# [Action item]
Give only a number in reply. It should be how many lines in the records contain the string "nodes".

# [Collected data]
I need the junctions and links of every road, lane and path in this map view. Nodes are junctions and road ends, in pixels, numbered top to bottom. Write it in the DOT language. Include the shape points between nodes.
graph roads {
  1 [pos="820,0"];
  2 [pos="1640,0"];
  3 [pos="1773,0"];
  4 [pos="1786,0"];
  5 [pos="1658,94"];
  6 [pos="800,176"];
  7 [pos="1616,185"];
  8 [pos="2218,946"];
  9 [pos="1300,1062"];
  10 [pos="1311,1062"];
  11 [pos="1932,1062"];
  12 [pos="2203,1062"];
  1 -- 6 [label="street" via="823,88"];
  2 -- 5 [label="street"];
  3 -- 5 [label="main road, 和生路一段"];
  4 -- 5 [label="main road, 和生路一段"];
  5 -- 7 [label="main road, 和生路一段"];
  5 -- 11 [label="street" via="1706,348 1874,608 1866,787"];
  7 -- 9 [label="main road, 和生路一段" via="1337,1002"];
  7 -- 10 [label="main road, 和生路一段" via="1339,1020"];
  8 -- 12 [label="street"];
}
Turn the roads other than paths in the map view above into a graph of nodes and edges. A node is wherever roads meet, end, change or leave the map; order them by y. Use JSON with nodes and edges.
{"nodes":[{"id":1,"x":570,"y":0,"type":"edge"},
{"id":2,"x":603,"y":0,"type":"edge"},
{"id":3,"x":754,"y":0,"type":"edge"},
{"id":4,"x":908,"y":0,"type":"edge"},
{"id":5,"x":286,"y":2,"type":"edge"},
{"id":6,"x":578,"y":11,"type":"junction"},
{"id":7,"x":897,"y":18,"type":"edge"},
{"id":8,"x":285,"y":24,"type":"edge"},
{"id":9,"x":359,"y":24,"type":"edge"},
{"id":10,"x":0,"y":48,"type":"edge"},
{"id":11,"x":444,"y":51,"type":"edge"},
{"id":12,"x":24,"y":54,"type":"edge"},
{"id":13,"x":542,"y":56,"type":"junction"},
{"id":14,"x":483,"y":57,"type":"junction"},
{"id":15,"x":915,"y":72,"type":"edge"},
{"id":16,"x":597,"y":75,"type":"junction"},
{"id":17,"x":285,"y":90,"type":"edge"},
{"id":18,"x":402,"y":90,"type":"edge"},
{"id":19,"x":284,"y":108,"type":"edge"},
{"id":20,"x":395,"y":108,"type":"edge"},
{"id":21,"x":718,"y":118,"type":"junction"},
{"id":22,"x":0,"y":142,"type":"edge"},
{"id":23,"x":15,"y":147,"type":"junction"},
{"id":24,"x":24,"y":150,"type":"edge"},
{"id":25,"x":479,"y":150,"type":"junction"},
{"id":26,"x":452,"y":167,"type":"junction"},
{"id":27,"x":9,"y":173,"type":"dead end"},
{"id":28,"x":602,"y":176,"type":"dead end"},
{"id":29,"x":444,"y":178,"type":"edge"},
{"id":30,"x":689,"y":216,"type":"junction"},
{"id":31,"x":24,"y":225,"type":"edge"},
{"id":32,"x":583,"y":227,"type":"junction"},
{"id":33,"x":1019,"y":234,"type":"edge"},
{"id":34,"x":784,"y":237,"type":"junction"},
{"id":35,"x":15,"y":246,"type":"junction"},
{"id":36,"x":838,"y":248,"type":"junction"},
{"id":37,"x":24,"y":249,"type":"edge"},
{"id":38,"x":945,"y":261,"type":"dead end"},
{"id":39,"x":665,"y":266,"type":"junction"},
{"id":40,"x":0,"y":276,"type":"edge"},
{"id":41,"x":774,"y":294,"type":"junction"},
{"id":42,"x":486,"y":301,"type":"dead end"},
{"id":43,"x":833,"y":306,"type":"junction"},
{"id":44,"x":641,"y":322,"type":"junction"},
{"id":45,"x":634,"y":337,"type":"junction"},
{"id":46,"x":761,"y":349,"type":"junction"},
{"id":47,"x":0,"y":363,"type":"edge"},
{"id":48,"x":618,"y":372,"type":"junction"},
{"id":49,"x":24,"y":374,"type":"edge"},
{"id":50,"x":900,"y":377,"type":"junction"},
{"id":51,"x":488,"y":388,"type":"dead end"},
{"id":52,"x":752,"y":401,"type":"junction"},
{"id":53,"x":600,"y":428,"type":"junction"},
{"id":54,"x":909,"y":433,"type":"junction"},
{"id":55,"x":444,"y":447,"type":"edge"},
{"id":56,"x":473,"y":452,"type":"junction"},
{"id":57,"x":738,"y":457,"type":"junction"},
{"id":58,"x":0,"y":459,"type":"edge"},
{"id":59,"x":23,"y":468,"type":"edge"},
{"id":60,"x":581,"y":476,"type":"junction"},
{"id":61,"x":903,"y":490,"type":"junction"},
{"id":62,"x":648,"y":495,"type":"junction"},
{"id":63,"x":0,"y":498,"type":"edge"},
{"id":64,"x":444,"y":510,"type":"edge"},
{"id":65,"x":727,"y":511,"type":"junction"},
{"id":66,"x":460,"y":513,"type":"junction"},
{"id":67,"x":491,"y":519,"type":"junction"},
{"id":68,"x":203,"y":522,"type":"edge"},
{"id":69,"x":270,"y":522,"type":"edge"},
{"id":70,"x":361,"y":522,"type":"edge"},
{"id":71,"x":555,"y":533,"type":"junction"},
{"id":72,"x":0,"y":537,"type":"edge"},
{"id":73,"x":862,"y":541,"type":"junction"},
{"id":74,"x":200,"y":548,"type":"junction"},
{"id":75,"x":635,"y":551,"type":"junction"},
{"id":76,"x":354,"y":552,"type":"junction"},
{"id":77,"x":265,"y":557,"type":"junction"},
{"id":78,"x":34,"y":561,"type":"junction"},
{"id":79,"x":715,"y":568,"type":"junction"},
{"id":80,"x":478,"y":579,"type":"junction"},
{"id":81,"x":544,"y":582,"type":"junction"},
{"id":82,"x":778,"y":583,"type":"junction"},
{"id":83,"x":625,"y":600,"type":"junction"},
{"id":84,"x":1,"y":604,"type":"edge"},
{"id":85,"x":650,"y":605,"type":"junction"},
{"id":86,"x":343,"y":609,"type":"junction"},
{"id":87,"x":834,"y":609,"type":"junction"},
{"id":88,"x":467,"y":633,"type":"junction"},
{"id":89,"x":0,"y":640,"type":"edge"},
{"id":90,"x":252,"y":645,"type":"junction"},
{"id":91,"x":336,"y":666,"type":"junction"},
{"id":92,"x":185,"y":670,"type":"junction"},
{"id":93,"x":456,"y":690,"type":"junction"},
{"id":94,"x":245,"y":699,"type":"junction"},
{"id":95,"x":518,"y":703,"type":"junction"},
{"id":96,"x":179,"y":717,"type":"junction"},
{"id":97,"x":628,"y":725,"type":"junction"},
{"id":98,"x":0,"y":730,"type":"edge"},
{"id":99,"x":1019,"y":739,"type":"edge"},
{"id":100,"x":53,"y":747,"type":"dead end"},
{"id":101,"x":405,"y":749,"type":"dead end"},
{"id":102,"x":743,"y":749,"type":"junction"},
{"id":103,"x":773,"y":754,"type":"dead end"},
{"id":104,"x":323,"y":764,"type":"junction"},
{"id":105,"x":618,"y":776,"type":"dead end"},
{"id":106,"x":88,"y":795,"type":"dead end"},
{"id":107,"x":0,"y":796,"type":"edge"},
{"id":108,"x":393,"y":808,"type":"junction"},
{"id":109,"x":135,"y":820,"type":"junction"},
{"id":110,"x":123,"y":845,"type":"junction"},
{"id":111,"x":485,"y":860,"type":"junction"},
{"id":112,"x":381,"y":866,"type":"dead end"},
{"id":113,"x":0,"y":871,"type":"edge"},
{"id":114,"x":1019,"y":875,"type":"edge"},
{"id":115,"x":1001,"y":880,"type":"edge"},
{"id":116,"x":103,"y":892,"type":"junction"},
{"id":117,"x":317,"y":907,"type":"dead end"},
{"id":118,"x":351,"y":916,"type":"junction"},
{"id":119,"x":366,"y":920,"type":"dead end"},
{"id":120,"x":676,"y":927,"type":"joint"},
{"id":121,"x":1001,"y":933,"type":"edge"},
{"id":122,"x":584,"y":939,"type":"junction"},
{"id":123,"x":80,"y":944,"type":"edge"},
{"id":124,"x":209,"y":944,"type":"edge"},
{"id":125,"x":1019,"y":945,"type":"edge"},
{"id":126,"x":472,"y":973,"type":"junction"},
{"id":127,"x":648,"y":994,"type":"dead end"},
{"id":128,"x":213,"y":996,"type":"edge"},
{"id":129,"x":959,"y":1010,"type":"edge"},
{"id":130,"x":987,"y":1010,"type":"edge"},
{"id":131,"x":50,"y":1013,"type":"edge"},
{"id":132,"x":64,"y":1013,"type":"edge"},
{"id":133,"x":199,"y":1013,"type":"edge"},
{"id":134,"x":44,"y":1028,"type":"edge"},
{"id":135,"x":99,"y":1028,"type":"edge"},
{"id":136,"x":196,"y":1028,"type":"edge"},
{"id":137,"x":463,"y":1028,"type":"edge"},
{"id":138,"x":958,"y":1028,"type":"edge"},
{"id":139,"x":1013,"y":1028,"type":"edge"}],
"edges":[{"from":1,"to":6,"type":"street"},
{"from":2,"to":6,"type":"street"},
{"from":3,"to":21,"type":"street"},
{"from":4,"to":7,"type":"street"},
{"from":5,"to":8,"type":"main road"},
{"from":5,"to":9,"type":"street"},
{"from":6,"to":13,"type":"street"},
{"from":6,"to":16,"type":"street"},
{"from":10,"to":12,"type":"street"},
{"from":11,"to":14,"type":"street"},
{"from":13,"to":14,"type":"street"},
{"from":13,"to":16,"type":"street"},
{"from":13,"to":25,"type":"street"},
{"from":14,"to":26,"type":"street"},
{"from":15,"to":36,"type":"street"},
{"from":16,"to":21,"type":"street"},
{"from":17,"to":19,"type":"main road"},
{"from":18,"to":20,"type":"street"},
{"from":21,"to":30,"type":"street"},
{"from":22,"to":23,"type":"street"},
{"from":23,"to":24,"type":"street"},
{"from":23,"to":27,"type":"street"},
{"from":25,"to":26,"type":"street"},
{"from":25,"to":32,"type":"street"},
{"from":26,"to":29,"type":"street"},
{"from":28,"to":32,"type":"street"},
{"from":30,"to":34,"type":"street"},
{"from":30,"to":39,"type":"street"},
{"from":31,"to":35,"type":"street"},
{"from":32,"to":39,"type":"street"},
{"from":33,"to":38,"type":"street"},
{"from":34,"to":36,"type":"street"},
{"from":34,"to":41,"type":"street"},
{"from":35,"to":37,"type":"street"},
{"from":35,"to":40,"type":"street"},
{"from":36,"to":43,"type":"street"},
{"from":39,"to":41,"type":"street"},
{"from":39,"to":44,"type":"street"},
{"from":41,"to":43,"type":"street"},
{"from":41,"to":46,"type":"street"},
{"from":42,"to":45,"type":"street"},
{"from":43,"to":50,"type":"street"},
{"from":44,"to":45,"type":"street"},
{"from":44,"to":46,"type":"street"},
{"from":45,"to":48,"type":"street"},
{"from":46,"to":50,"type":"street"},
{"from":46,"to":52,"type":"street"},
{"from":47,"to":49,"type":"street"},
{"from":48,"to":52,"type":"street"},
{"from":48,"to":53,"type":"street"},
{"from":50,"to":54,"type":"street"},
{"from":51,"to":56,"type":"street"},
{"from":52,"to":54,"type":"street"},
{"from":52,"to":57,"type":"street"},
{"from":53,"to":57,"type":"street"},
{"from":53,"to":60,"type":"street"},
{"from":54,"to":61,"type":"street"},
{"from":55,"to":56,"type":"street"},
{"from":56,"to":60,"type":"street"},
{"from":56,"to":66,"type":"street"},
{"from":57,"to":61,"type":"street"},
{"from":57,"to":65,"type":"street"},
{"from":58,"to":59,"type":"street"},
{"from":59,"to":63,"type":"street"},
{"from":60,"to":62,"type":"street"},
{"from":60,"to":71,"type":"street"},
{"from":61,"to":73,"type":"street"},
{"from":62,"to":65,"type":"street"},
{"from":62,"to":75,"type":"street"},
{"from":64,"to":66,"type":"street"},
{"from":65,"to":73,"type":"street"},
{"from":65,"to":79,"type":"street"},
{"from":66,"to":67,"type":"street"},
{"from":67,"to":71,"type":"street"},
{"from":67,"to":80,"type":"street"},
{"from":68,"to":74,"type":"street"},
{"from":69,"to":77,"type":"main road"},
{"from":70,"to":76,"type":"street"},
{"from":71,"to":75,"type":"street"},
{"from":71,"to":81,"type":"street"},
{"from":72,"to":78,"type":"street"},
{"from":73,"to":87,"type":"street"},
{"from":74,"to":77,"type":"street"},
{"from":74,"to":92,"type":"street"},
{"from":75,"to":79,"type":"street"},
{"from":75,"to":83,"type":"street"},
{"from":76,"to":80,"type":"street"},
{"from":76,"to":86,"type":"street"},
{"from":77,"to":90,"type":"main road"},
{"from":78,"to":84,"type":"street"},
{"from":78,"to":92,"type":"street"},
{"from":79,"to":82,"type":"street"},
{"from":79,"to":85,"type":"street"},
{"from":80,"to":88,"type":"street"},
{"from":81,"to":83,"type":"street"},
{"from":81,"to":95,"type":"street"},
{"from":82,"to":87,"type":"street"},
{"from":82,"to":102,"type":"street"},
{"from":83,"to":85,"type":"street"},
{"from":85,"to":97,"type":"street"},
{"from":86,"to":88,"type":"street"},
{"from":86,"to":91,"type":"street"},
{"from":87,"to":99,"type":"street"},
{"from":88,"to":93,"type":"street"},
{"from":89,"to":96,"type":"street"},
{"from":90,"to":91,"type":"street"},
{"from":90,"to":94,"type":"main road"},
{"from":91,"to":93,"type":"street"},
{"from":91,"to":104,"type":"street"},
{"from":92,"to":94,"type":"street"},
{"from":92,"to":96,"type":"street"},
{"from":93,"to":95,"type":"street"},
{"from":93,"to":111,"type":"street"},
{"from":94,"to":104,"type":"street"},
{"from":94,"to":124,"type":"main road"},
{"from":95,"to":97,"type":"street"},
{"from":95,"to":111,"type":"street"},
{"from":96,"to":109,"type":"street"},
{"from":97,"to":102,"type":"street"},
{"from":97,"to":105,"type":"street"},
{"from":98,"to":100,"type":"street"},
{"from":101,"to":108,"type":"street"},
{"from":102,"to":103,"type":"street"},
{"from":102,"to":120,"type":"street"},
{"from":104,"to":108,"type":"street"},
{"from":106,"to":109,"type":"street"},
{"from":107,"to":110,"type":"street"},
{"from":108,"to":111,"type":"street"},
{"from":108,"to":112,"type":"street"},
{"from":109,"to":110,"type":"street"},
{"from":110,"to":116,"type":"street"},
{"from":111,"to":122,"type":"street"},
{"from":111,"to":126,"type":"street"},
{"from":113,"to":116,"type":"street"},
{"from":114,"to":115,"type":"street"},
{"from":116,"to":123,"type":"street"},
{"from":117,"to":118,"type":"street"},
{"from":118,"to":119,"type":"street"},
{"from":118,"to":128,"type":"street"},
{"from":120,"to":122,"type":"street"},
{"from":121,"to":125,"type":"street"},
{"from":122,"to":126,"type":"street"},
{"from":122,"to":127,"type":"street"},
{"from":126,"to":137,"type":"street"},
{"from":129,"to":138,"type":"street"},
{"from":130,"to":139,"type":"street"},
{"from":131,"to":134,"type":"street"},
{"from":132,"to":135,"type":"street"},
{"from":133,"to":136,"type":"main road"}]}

# [Exercise result]
3